Dataset entries
[Start of section]

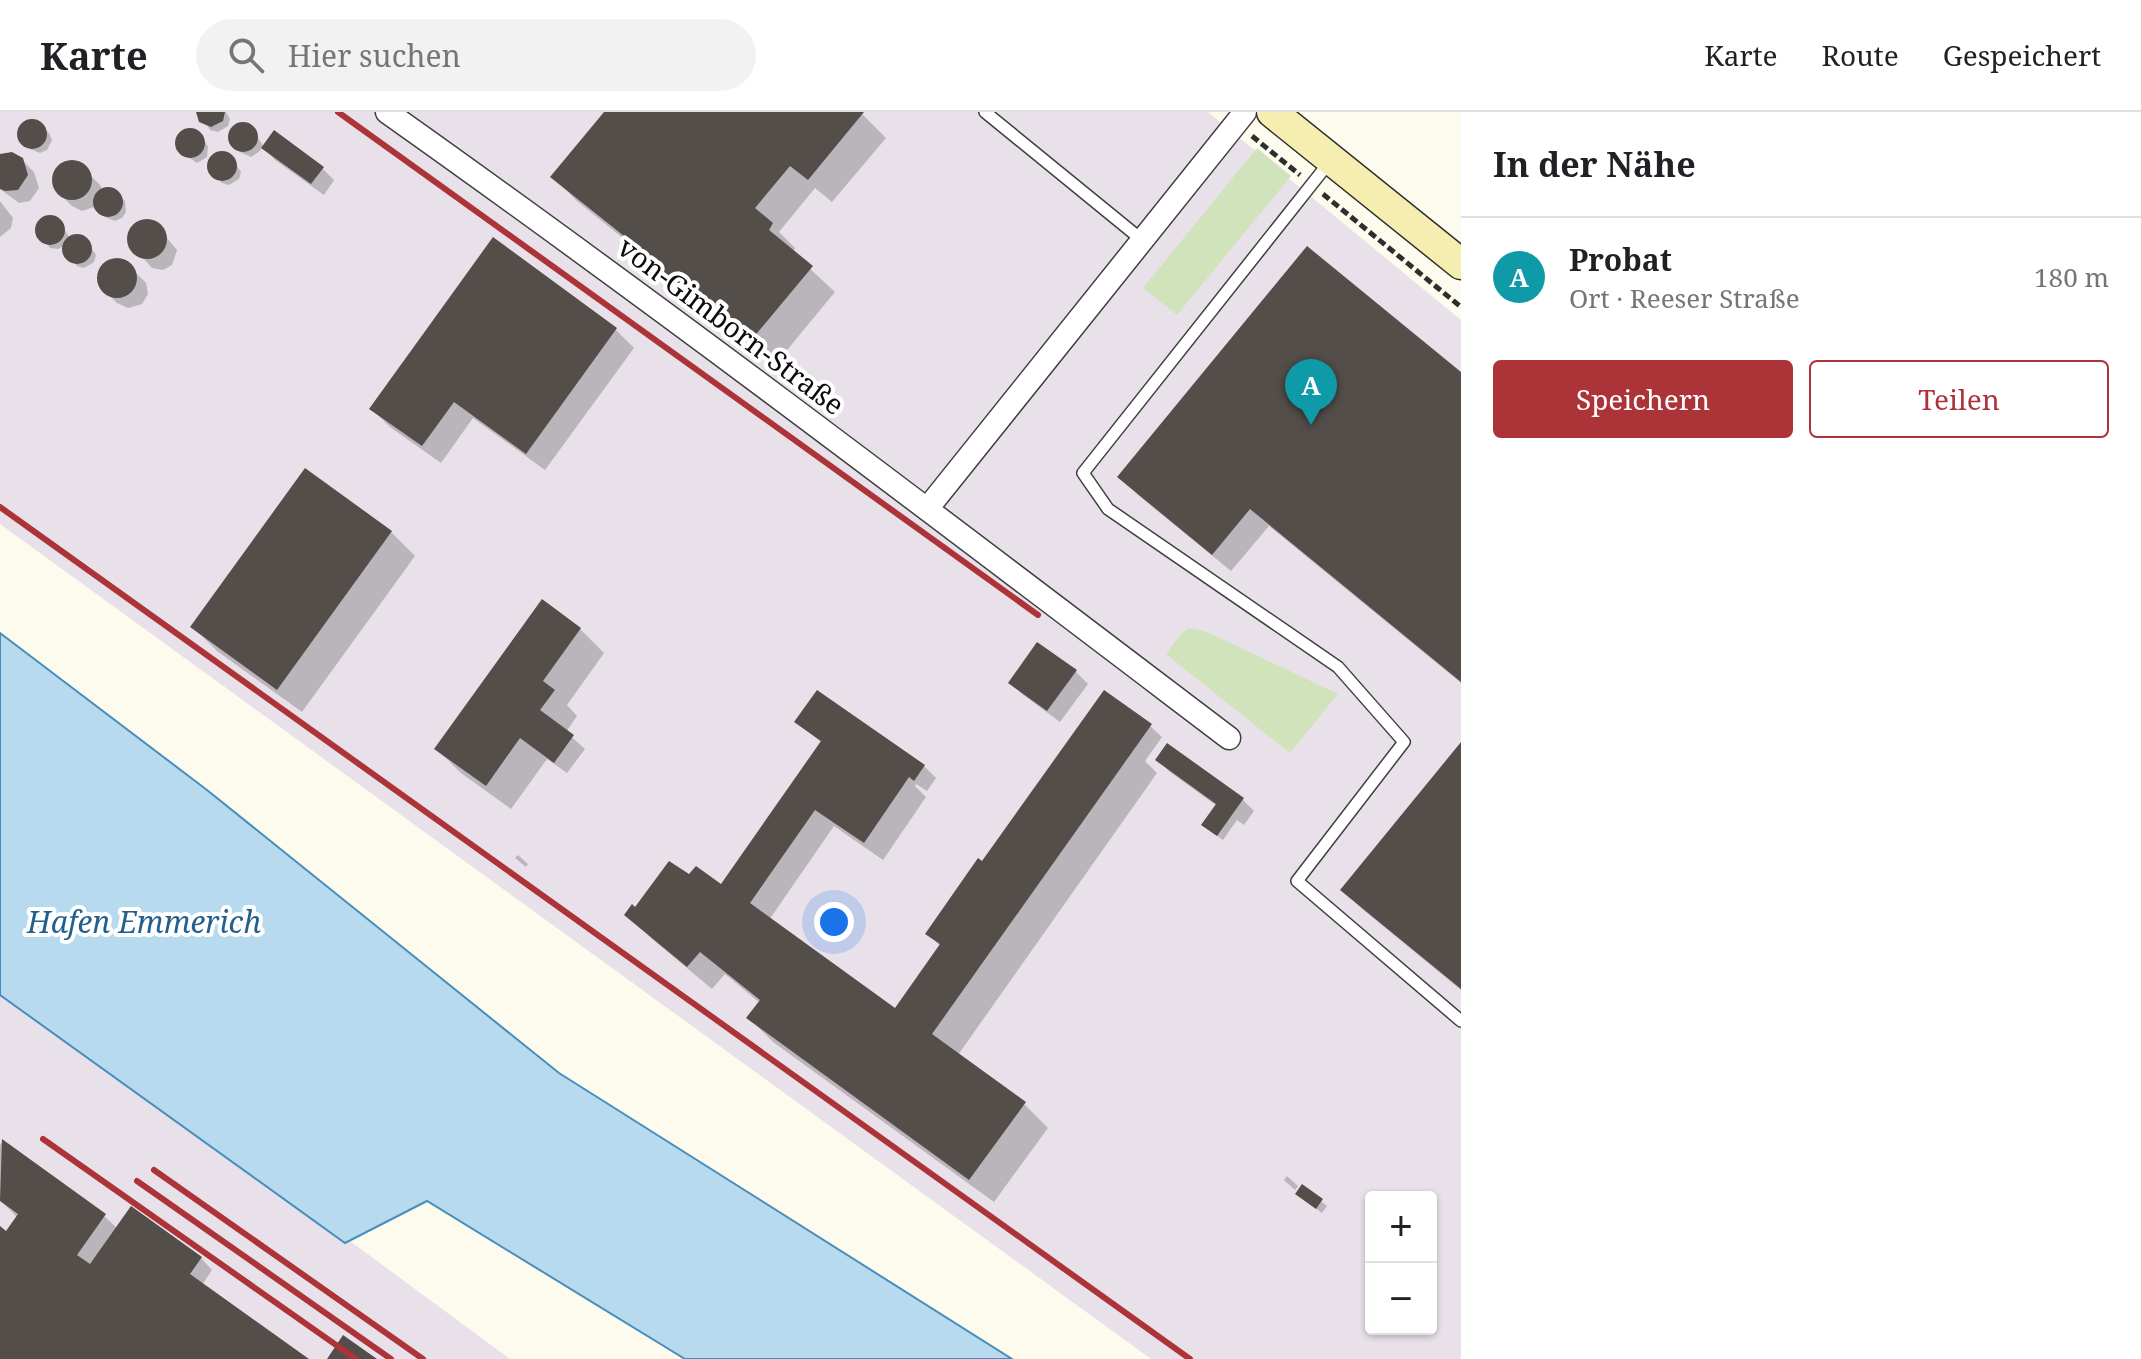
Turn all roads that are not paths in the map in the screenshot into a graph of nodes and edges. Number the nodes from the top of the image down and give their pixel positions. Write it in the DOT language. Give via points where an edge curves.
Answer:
graph roads {
  1 [pos="387,112"];
  2 [pos="985,112"];
  3 [pos="1272,112"];
  4 [pos="1241,118"];
  5 [pos="1331,159"];
  6 [pos="1142,240"];
  7 [pos="1461,264"];
  8 [pos="927,509"];
  9 [pos="1229,738"];
  10 [pos="1461,1021"];
  1 -- 8 [label="street, von-Gimborn-Straße"];
  2 -- 6 [label="lane"];
  3 -- 5 [label="main road"];
  4 -- 6 [label="street"];
  5 -- 7 [label="main road"];
  5 -- 10 [label="lane" via="1083,473 1108,509 1338,667 1404,742 1297,881"];
  6 -- 8 [label="street"];
  8 -- 9 [label="street, von-Gimborn-Straße"];
}
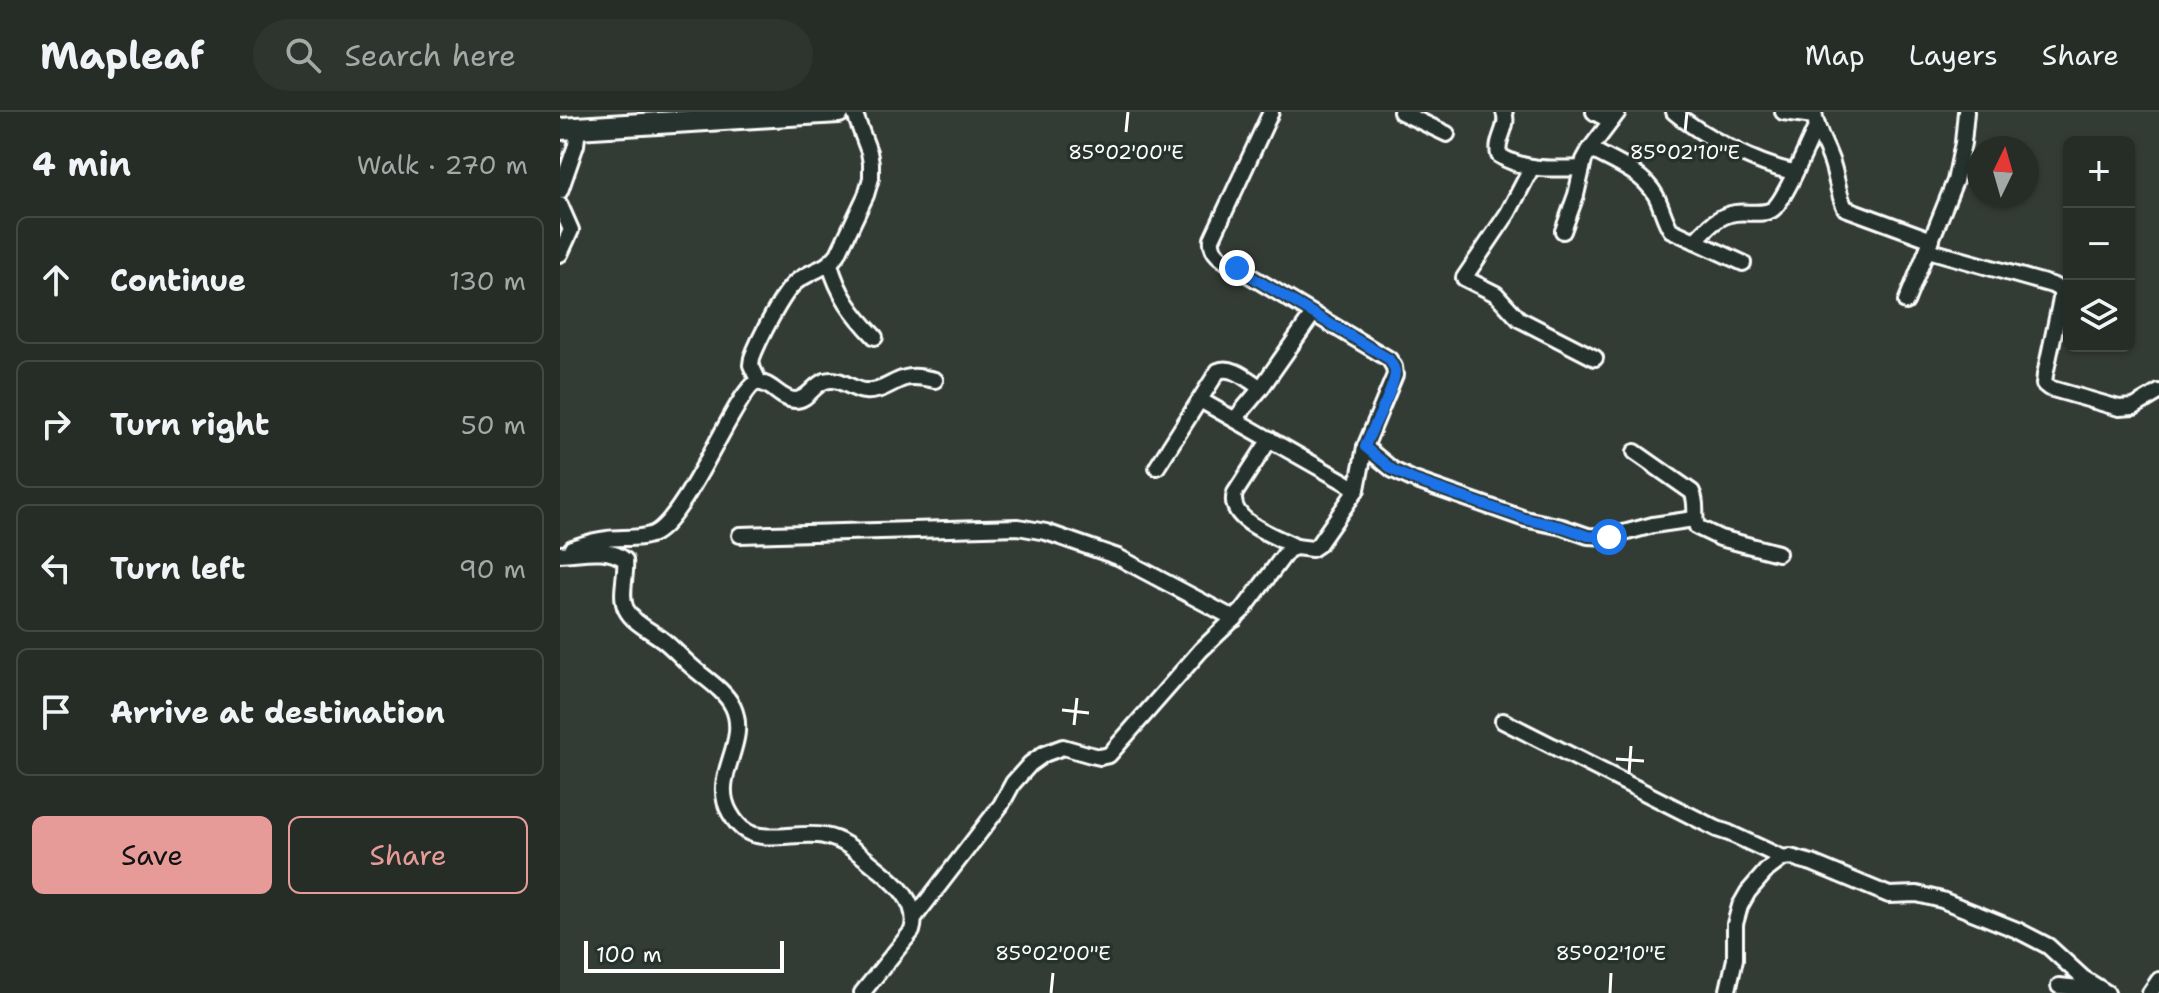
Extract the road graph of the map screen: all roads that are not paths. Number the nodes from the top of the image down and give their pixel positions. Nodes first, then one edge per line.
1 (839, 112) edge
2 (854, 112) edge
3 (1271, 112) edge
4 (1401, 112) edge
5 (1504, 112) edge
6 (1594, 112) edge
7 (1674, 112) edge
8 (1783, 112) edge
9 (1966, 112) edge
10 (776, 114) edge
11 (1615, 116) edge
12 (1815, 118) edge
13 (569, 129) edge
14 (1447, 134) dead end
15 (1590, 149) junction
16 (1532, 167) junction
17 (1582, 168) junction
18 (1795, 172) junction
19 (560, 191) edge
20 (560, 205) edge
21 (1563, 231) dead end
22 (1695, 241) junction
23 (1930, 245) junction
24 (560, 254) edge
25 (1743, 263) dead end
26 (830, 264) junction
27 (1906, 302) dead end
28 (1313, 314) junction
29 (875, 337) dead end
30 (1595, 358) dead end
31 (935, 380) dead end
32 (759, 382) junction
33 (1261, 388) junction
34 (2159, 392) edge
35 (1200, 400) junction
36 (1235, 419) junction
37 (1270, 439) junction
38 (1365, 447) junction
39 (1635, 452) dead end
40 (1157, 467) dead end
41 (1357, 489) junction
42 (1694, 519) junction
43 (740, 535) dead end
44 (1296, 547) junction
45 (560, 553) edge
46 (1778, 553) dead end
47 (1235, 619) junction
48 (1503, 721) dead end
49 (1783, 858) junction
50 (914, 918) junction
51 (2159, 980) edge
52 (2059, 986) dead end
53 (1728, 990) dead end
54 (2105, 992) edge
55 (862, 993) edge
56 (2150, 993) edge

1 - 10 street
2 - 26 street
3 - 28 street
4 - 14 street
5 - 16 street
6 - 11 street
7 - 18 street
8 - 12 street
9 - 23 street
10 - 13 street
11 - 15 street
12 - 18 street
12 - 23 street
13 - 19 street
15 - 17 street
15 - 22 street
16 - 17 street
16 - 30 street
17 - 21 street
18 - 22 street
20 - 24 street
22 - 25 street
23 - 27 street
23 - 34 street
26 - 29 street
26 - 32 street
28 - 33 street
28 - 38 street
31 - 32 street
32 - 45 street
33 - 35 street
33 - 36 street
35 - 36 street
35 - 40 street
36 - 37 street
37 - 41 street
37 - 44 street
38 - 41 street
38 - 42 street
39 - 42 street
41 - 44 street
42 - 46 street
43 - 47 street
44 - 47 street
45 - 50 street
47 - 50 street
48 - 49 street
49 - 53 street
49 - 54 street
50 - 55 street
51 - 56 street
52 - 54 street

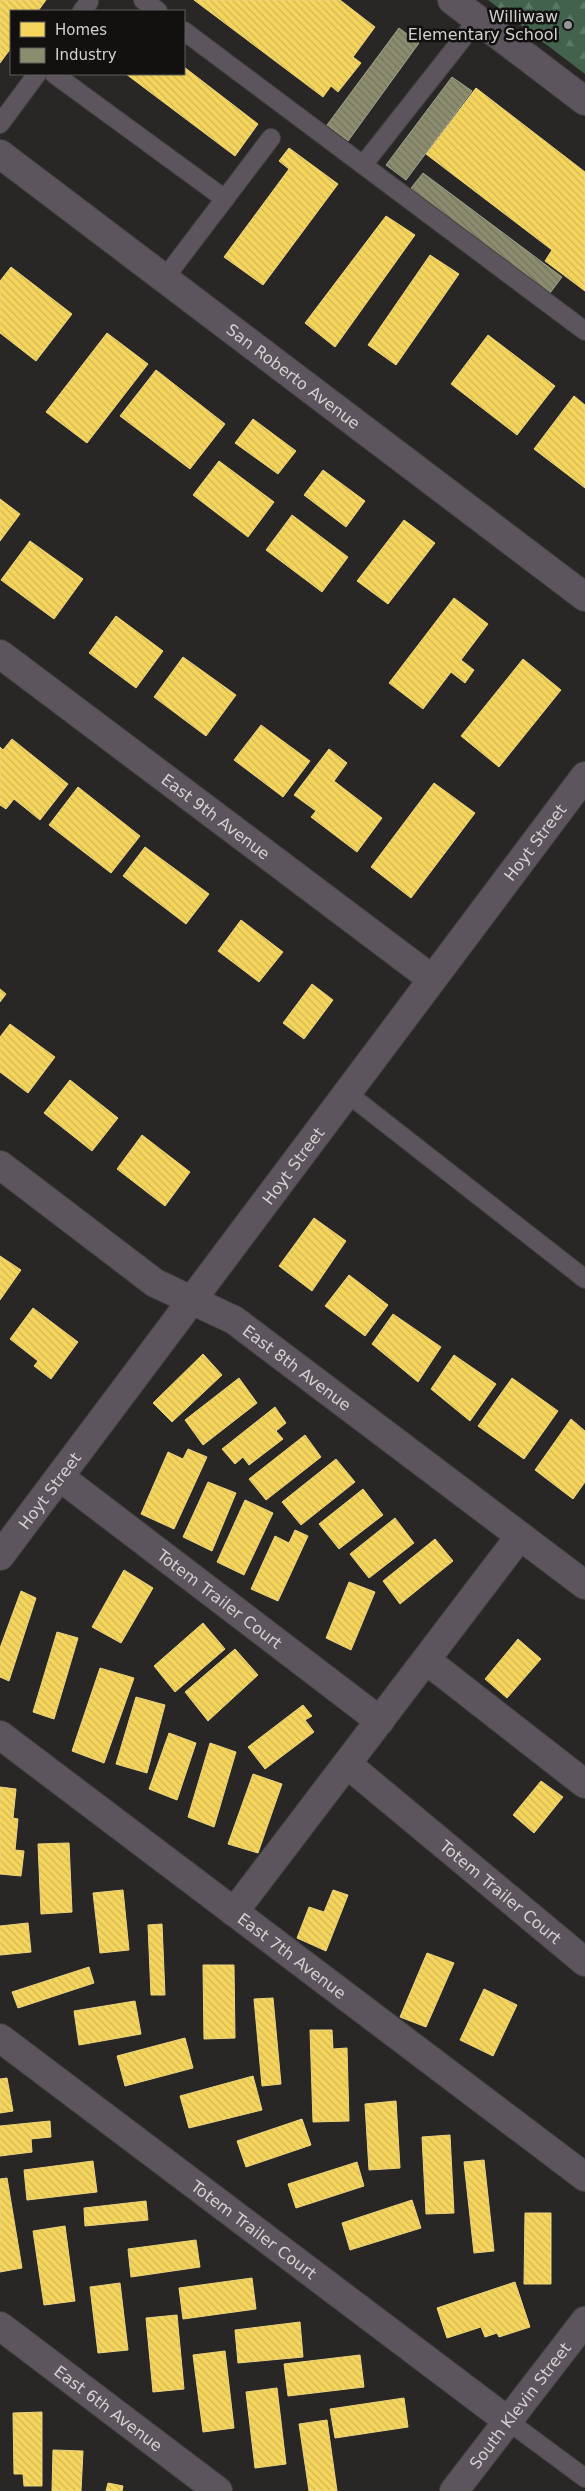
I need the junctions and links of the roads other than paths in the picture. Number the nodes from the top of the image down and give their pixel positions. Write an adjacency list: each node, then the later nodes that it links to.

[End of section]

> _WHAT IS REQUIRED_
Exact copies of all the entries, without any pictures, are what the answer must contain.

> _REPLY_
Turn all roads that are not paths in the map in the screenshot into a graph of nodes and edges. Number the nodes from the top of the image down and give their pixel positions. Write it in the DOT language. Give via points where an edge curves.
Answer:
graph roads {
  1 [pos="387,112"];
  2 [pos="985,112"];
  3 [pos="1272,112"];
  4 [pos="1241,118"];
  5 [pos="1331,159"];
  6 [pos="1142,240"];
  7 [pos="1461,264"];
  8 [pos="927,509"];
  9 [pos="1229,738"];
  10 [pos="1461,1021"];
  1 -- 8 [label="street, von-Gimborn-Straße"];
  2 -- 6 [label="lane"];
  3 -- 5 [label="main road"];
  4 -- 6 [label="street"];
  5 -- 7 [label="main road"];
  5 -- 10 [label="lane" via="1083,473 1108,509 1338,667 1404,742 1297,881"];
  6 -- 8 [label="street"];
  8 -- 9 [label="street, von-Gimborn-Straße"];
}
Extract the road graph of the map screen: all roads that are not paths. Number the nodes from the top of the image down and give their pixel positions. Nodes first, then one edge per line.
1 (839, 112) edge
2 (854, 112) edge
3 (1271, 112) edge
4 (1401, 112) edge
5 (1504, 112) edge
6 (1594, 112) edge
7 (1674, 112) edge
8 (1783, 112) edge
9 (1966, 112) edge
10 (776, 114) edge
11 (1615, 116) edge
12 (1815, 118) edge
13 (569, 129) edge
14 (1447, 134) dead end
15 (1590, 149) junction
16 (1532, 167) junction
17 (1582, 168) junction
18 (1795, 172) junction
19 (560, 191) edge
20 (560, 205) edge
21 (1563, 231) dead end
22 (1695, 241) junction
23 (1930, 245) junction
24 (560, 254) edge
25 (1743, 263) dead end
26 (830, 264) junction
27 (1906, 302) dead end
28 (1313, 314) junction
29 (875, 337) dead end
30 (1595, 358) dead end
31 (935, 380) dead end
32 (759, 382) junction
33 (1261, 388) junction
34 (2159, 392) edge
35 (1200, 400) junction
36 (1235, 419) junction
37 (1270, 439) junction
38 (1365, 447) junction
39 (1635, 452) dead end
40 (1157, 467) dead end
41 (1357, 489) junction
42 (1694, 519) junction
43 (740, 535) dead end
44 (1296, 547) junction
45 (560, 553) edge
46 (1778, 553) dead end
47 (1235, 619) junction
48 (1503, 721) dead end
49 (1783, 858) junction
50 (914, 918) junction
51 (2159, 980) edge
52 (2059, 986) dead end
53 (1728, 990) dead end
54 (2105, 992) edge
55 (862, 993) edge
56 (2150, 993) edge

1 - 10 street
2 - 26 street
3 - 28 street
4 - 14 street
5 - 16 street
6 - 11 street
7 - 18 street
8 - 12 street
9 - 23 street
10 - 13 street
11 - 15 street
12 - 18 street
12 - 23 street
13 - 19 street
15 - 17 street
15 - 22 street
16 - 17 street
16 - 30 street
17 - 21 street
18 - 22 street
20 - 24 street
22 - 25 street
23 - 27 street
23 - 34 street
26 - 29 street
26 - 32 street
28 - 33 street
28 - 38 street
31 - 32 street
32 - 45 street
33 - 35 street
33 - 36 street
35 - 36 street
35 - 40 street
36 - 37 street
37 - 41 street
37 - 44 street
38 - 41 street
38 - 42 street
39 - 42 street
41 - 44 street
42 - 46 street
43 - 47 street
44 - 47 street
45 - 50 street
47 - 50 street
48 - 49 street
49 - 53 street
49 - 54 street
50 - 55 street
51 - 56 street
52 - 54 street

I need the junctions and links of the roads other than paths in the picture. Number the nodes from the top of the image down and give their pixel positions. Write an adjacency list: each node, then the later nodes that it links to.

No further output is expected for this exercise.